Pegou em um de seus cachos vermelhos e observando a luz contínua que saía por detrás do espelho,dormiu. Dormiu por um tempo que ela nem ousou calcular.
Ouvindo o som dos passáros que já haviam ido embora fazia tempo, o tic tac do relógio que permanecia parado, e as batidas de seu
coração, impregnadas e focadas em alguma coisa sem sentido, mas muitas coisas sem sentido, no final...fazem sentido.
Ela acordou, sem querer acordar, tentou dormir novamente...mas não havia mais lugar para tal, não havia mais lugar para sonhos naquele quarto.

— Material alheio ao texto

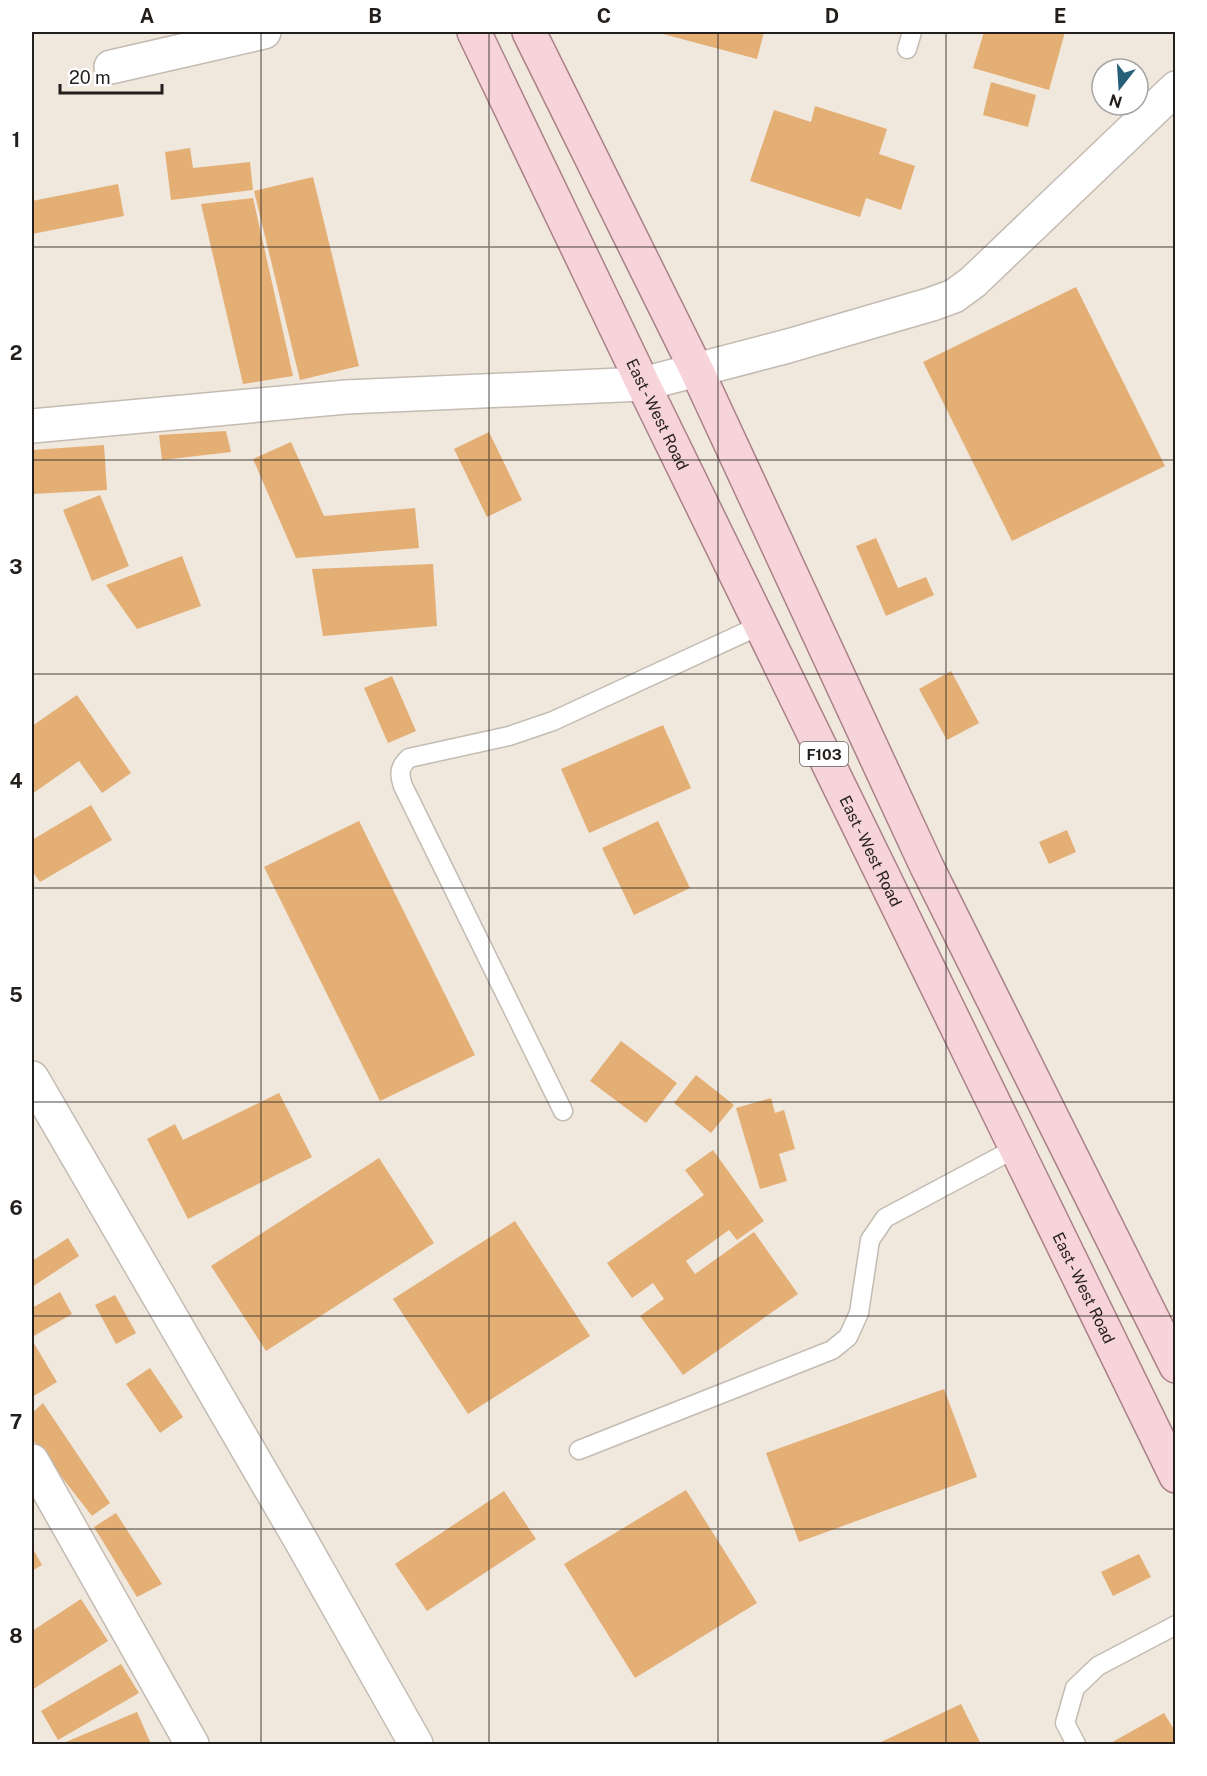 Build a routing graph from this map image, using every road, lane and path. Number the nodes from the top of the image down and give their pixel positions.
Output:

Enquanto a fitavam do lado de fora, ela fugia de todos os espelhos que ali a circundavam. Trezentos e sesssenta graus de si mesma, trezentos
e sessenta graus de convivencia diária, semanal, mensal...consigo mesma, trezentos e sessenta graus do seu olhar que não permetia mais se fixar em nada.
Ela começou a ouvir murmúrios, susurros...e com o tempo, isso foi ficando mais claro e ela já podia entender o que falavam.
-Quem se enclausura, não deixa de sonhar...faz do seu sonho a realidade e não percebe que as portas vão se fechando ao seu redor. Toda vez que seus
olhos descansam, o mundo é esquecido e vendado por eles.
-Olhe para dentro...para aprendermos a nos conhecer por dentro devemos olhar nossa imagem no espelho.Devemos perder a noção do tempo,
mas tendo a noção de que isso, está sendo feito...não durma lindo anjo de cabelos vermelhos, seu sono ingrato não lhe tirará do seu quarto escuro,
só você tem a chave,as pessoas lhe observam enquanto você tenta fugir delas, tudo está a espreita...tudo acaba nos espreitando, no final.
Ela perguntou:
- Mas há um final?Quando sabemos que o final chegou?
A voz lhe respondeu:
-Você saberá... eu não quero ter que dizer,as palavras queimam meus lábios. Prefiro te olhar e deixar que voce descubra a ter que falar com
as sombras do passado, a ter que falar com seu passado.
A voz preferia olhar ...nossos olhos são mais sábios, eles não pensam.
Quanto mais as frestas das janelas eram abertas, mais as pessoas paravam de espreitá-la...
Seus cachos foram adquirindo sua cor natural, loiros como o sol que agora, ela permitia entrar, mesmo que esporadicamente...
Ela já não sangrava mais em todo lugar. Seus trapos foram sendo retirados, aos poucos, dia após dia.
A voz dentro dela. Melhor ficar nua...do que usar uma roupa rasgada. Com o tempo, peça a peça será conquistada.
O sorriso necessita de tempo, do nosso tempo...sem ele.